My favorite book in the Humanities series is probably the Holy Bible because it is so open to interpretation. It is also an interesting book when looking religious history since the Old Testament is back before Jesus arrived and the new Testament is during or after his arrival. It’s an interesting contrast as to how people used to view God since the Old Testament has a lot of sacrifices and deaths while the New Testament is mainly about being a good person.
Anyways, maybe someone will read this and if you do- you’re cool and thank you. Hope everyone has a chill winter quarter. Lastly, here is a picture of something I found on the way to Vegas.
My name is David Richman and I am a fourth-year double major in Philosophy and Political Science. My plan is to attend a doctorate program next year and attain a PhD in Philosophy and/or a PhDiv in Theology/Philosophy of Religion with the eventual goal of teaching at a university level–I am currently waiting for my admissions results as I’ve already submitted all of my applications. I am primarily concerned with topics in moral and political philosophy, existential phenomenology, theology as paradox, and the philosophies of Immanuel Kant and Søren Kierkegaard. My interests include reading (philosophy and theology), writing, and snowboarding.

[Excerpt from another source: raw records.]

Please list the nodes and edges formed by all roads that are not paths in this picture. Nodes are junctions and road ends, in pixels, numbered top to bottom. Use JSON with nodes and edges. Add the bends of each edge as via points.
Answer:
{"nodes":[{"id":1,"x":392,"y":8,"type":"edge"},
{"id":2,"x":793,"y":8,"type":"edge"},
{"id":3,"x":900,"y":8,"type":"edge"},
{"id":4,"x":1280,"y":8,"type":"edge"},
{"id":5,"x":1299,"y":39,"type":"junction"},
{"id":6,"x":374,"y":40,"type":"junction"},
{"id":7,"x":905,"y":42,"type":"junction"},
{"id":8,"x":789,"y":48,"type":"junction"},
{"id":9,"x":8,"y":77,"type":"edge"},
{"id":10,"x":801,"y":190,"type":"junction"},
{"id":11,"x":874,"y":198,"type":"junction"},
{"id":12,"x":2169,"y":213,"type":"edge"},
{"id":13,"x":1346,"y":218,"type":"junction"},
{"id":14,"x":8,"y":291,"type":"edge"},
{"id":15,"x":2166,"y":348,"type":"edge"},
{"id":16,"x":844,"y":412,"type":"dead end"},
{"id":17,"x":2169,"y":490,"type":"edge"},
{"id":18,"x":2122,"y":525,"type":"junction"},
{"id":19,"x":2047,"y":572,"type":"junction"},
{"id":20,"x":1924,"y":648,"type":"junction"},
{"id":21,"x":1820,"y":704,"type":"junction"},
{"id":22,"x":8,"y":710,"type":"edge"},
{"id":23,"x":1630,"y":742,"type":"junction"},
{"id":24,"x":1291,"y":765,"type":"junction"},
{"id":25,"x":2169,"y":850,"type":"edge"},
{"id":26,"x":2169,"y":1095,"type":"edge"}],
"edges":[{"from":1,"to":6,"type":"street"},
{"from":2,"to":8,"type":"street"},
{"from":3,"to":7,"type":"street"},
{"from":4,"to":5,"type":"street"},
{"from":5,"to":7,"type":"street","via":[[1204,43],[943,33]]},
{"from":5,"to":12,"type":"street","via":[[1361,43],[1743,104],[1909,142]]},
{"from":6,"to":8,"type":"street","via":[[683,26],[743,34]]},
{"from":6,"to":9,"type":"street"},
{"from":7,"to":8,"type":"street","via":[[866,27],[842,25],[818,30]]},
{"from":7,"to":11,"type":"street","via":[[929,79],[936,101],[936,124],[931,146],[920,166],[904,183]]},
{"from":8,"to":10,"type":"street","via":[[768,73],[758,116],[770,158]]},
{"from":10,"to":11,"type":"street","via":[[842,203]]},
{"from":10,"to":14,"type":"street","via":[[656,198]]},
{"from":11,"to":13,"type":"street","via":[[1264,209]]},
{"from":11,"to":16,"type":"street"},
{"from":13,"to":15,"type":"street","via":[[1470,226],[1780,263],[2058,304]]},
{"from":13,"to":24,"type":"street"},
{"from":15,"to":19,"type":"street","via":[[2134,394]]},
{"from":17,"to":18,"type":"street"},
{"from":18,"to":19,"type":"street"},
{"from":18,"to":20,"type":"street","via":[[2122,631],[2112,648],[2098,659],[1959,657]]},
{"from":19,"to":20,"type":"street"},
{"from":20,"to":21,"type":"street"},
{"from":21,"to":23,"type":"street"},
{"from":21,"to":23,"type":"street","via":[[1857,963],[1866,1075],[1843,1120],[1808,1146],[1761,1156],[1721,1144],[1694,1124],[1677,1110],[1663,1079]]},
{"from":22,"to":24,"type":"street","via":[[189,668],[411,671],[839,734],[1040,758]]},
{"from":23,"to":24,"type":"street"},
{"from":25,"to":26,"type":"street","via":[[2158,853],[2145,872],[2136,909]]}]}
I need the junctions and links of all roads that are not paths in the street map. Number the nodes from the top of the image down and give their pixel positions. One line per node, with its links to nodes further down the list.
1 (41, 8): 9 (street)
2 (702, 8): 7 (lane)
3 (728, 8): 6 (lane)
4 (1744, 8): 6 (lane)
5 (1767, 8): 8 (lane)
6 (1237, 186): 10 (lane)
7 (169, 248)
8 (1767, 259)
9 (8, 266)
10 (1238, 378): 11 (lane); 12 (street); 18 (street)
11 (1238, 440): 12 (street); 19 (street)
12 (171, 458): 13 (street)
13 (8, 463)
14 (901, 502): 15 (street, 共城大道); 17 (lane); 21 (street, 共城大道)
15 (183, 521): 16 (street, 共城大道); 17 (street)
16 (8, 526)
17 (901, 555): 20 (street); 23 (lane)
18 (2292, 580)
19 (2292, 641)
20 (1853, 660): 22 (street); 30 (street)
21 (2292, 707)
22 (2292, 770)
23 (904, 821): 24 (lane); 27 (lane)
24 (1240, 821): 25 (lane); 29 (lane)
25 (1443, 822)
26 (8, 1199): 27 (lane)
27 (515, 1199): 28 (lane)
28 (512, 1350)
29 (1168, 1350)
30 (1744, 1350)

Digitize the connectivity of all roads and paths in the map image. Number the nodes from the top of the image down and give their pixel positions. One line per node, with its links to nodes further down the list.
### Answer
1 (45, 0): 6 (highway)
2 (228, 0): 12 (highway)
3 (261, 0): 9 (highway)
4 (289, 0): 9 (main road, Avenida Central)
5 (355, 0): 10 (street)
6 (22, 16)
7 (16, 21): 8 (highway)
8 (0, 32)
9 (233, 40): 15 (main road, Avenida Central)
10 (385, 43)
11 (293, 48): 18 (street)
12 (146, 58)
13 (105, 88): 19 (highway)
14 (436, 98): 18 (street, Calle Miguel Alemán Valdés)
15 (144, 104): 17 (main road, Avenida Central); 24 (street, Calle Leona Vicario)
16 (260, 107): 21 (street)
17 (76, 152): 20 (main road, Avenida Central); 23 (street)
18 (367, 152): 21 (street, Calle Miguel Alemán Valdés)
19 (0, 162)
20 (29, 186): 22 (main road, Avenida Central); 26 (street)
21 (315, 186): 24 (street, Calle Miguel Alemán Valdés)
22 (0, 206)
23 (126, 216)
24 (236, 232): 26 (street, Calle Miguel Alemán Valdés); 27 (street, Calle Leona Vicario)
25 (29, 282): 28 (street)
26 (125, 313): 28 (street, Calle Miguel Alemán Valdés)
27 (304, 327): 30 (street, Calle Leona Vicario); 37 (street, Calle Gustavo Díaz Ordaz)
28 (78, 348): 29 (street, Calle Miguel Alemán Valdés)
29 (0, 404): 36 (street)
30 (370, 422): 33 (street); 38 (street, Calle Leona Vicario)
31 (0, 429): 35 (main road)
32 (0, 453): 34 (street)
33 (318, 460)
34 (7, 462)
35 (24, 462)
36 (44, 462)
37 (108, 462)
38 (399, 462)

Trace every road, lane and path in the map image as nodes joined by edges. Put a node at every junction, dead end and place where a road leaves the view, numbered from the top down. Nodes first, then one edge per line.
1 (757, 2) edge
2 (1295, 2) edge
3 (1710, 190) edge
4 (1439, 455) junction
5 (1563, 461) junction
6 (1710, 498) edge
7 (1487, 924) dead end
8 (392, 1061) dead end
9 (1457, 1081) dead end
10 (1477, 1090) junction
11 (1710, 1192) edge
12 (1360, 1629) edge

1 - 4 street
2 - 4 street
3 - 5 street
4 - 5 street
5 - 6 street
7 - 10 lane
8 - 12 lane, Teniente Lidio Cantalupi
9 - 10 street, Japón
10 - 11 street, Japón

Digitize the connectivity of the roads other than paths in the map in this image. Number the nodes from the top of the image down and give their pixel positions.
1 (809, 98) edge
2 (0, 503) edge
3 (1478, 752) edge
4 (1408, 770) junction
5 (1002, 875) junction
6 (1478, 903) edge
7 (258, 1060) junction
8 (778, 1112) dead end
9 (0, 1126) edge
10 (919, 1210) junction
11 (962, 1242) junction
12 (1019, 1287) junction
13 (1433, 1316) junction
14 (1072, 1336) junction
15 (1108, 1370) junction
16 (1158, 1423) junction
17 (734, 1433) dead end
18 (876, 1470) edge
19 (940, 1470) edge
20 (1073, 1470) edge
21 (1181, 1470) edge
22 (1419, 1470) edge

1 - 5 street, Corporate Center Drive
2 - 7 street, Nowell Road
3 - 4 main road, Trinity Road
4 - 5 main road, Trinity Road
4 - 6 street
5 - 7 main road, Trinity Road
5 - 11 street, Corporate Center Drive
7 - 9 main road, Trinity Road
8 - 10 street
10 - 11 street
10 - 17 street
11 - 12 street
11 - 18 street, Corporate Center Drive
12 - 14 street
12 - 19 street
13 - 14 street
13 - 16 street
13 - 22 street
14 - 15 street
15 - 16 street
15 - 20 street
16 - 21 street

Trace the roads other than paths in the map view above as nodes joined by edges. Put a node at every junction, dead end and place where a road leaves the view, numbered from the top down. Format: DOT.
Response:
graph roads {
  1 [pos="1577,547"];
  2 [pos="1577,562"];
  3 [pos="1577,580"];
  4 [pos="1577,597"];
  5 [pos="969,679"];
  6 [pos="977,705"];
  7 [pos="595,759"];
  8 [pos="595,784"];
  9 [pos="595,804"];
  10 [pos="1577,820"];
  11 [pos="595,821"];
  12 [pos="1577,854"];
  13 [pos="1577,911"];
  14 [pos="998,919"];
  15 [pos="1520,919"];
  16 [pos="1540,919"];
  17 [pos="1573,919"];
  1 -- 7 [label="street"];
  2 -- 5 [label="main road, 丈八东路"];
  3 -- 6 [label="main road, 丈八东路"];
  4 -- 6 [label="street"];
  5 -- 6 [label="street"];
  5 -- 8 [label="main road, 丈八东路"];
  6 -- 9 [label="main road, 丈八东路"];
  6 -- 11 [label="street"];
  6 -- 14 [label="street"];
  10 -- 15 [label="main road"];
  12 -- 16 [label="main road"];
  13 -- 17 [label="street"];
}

My favorite book within the Humanities sequence thus far is Augustine’s Confessions. The Confessions explores topics such as introspection, guilt, sin, individuality, the nature of time, and so many more. It is complex, deep, thought-provoking, passion-provoking, and completely original (especially form a historical perspective). Augustine offers himself in such a bare and naked way, elucidating his inner struggles and relating his sense of isolation with being an Individual before God, that one cannot but be absolutely gripped by every word. Beyond mere passion and self-reflection, Augustine also philosophizes in a dispassionate manner on topics like time, where he espouses a systematic and defensible account of presentism (viz. that only and nothing but the present exists).
Below I’ve attached the statue of Søren Kierkegaard in the garden he used to visit often in Denmark. A fun fact about Kierkegaard is that, while he was the first existentialist, and literally invented the dialectical category of “the individual,” he used to walk around the streets of Copenhagen for up to four hours at a time, talking with every person he could. He was highly sociable (at least on the outside) and extremely funny–what made him first prominent in Denmark was his writing a satirical hit-piece on his own first published and pseudonymous work (Concluding Unscientific Postscript) in a newspaper in Copenhagen.
Greeting! This is George, a sophomore math and economy joint major student, from Beijing, China. I’m interested in reading books about philosophy and social science, and running dungeon and dragon campaign with my friends. I’m also open to exploring new foods.
My favorite book from HUM sequence thus far is Gorgias by Plato. The dialogue inquires on topics concerning the nature of rhetoric, how and why people argue, the very thing which we’ve spent so much time learning in the HUM class. This work also brings up more questions than it answered, proposing ideas that seems surprisingly modern.